Sirius grinned brightly. “Actually, we all have nicknames. James is Prongs. Peter is Wormtail. I’m Padfoot.”
“What the bloody hell is wrong with you?” Remus was now convinced the exams really were getting to his friend. What else would inspire this?
“Think about it; the names all make sense. You’re a werewolf, hence Moony. James’s antlers look like a bloody fork, so he’s Prongs. Peter’s tail looks like a worm, so he became Wormtail.”
Remus smiled sarcastically. “Let me guess – your feet look like pads, so clearly you’re Padfoot?”
“No, I just thought it sounded cool.” Sirius pulled the textbook out from under Remus’s hands and read through the pages. “You have all your notes from first year?” He shook his head; he didn’t even have notes, period.
“Yes.” Remus snatched the book back.
“I don’t even have notes.” He pulled the book back away from Remus and continued to peruse it. “Can I copy yours?”
Remus took the book back again and flipped to the page he had been on. “When I’m done with them.”
“When will that be?”
“When I’m done.” Remus copied down another fact about the Goblin Rebellion he needed to know. “Do James and Peter – err… Prongs and Wormtail - know about these nicknames?”

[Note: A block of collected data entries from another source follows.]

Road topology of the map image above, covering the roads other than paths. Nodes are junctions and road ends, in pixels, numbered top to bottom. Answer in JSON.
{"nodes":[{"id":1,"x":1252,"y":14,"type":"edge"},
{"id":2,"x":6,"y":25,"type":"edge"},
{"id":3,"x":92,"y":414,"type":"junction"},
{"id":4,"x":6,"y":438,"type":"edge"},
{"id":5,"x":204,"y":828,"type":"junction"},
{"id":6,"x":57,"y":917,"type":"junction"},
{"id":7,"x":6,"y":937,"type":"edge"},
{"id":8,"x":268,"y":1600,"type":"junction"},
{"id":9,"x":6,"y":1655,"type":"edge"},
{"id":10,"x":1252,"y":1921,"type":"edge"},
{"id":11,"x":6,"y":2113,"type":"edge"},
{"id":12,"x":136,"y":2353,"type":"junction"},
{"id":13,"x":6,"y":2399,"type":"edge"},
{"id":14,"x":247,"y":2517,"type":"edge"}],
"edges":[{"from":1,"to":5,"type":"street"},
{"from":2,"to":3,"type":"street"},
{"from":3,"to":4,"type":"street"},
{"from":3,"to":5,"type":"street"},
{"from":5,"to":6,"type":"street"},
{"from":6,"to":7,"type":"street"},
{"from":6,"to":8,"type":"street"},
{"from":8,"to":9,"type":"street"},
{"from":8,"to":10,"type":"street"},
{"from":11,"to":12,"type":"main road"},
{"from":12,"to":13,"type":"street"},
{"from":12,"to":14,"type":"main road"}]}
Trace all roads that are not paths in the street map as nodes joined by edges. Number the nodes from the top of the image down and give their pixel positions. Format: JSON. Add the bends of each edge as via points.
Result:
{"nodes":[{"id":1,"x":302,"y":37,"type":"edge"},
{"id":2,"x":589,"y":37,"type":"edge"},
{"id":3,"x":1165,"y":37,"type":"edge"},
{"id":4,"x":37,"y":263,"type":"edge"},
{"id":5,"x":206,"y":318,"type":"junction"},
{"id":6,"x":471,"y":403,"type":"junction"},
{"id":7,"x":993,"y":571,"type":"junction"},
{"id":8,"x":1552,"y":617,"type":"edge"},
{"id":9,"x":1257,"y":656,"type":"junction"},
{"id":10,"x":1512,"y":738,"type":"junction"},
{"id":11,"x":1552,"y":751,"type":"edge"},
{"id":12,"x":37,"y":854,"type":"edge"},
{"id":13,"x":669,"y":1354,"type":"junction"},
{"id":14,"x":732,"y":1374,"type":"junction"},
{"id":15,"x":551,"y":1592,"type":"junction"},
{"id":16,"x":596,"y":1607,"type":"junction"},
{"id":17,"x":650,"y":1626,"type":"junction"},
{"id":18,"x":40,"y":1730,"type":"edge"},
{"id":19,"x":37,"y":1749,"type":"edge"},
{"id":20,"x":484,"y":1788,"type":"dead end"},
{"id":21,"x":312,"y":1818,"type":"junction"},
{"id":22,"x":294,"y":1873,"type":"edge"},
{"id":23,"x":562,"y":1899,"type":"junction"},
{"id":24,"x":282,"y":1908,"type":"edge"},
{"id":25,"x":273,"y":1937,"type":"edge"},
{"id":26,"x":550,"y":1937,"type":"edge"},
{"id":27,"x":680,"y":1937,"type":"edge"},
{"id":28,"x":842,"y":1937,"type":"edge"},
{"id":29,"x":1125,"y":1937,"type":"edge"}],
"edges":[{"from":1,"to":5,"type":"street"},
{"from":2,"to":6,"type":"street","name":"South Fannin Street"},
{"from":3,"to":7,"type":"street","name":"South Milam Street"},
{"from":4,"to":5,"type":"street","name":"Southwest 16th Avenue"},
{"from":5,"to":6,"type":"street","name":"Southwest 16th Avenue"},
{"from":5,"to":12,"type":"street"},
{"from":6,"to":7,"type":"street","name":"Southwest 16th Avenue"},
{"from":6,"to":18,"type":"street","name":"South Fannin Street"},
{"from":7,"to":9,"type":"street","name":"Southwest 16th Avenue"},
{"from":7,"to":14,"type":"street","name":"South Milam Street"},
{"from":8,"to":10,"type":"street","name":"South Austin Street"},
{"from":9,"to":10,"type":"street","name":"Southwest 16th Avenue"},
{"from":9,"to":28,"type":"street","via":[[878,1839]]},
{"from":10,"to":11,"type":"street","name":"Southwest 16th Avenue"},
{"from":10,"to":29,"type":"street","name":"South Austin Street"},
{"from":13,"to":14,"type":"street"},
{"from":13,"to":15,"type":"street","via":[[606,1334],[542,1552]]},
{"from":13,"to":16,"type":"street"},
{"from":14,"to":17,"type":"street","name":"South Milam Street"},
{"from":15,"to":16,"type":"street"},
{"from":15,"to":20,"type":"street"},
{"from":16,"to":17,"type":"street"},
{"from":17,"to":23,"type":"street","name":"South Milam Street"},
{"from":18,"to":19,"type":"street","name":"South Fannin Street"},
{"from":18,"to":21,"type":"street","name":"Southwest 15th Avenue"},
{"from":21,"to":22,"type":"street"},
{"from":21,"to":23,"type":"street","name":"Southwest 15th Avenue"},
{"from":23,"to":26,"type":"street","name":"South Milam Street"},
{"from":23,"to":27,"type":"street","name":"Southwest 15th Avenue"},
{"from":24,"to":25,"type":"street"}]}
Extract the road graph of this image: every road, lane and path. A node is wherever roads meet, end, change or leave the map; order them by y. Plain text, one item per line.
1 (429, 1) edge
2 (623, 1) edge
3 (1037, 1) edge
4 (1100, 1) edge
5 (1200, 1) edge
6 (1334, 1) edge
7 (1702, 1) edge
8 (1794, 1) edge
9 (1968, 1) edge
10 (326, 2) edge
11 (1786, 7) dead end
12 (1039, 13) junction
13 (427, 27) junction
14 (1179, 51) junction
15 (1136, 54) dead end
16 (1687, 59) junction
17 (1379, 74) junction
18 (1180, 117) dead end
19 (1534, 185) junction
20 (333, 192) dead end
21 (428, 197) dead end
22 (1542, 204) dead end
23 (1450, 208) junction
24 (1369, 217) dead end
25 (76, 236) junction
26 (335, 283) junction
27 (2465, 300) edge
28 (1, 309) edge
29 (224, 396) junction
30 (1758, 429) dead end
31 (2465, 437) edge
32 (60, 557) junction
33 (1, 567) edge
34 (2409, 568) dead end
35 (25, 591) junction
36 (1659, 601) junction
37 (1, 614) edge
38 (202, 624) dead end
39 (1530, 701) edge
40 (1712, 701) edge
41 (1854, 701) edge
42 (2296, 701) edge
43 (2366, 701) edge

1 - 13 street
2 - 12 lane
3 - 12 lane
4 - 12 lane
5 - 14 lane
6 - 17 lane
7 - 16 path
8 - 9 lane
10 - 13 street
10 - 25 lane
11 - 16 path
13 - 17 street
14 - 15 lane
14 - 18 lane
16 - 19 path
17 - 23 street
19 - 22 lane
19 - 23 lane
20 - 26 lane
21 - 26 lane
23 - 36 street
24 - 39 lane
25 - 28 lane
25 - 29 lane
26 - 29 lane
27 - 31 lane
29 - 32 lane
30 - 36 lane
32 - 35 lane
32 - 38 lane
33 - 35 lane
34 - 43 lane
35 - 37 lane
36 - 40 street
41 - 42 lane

“Oh yeah, I told them about a half hour ago. They liked them.” James and Peter had thought the nicknames were a wicked idea and James even went so far as to ask why he hadn’t thought of them first. Sirius picked up one of the books that was sprawled across the table and began reading quietly. He was only broken out of this activity by Remus’s suddenly sharp voice.
“Wait a moment… did you say I have grey hair?”
Sirius was, unfortunately, not joking. Remus did, in fact, have prematurely grey hair. Sirius dragged his friend to the bathroom and showed him exactly what he was talking about. He forced Remus in front of the mirror and he could see the light grey hairs on the sides of his head. This wasn’t right, this wasn’t right at all. He wasn’t supposed to begin growing grey hair until he was in his forties, not when he was sixteen! This couldn’t be from the stress of the exams; he didn’t see anyone else with their hair changing colour, naturally anyway. He believed a Slytherin third year could be seen with pink hair the other day, but that was only because of a hex. He hadn’t been hexed lately.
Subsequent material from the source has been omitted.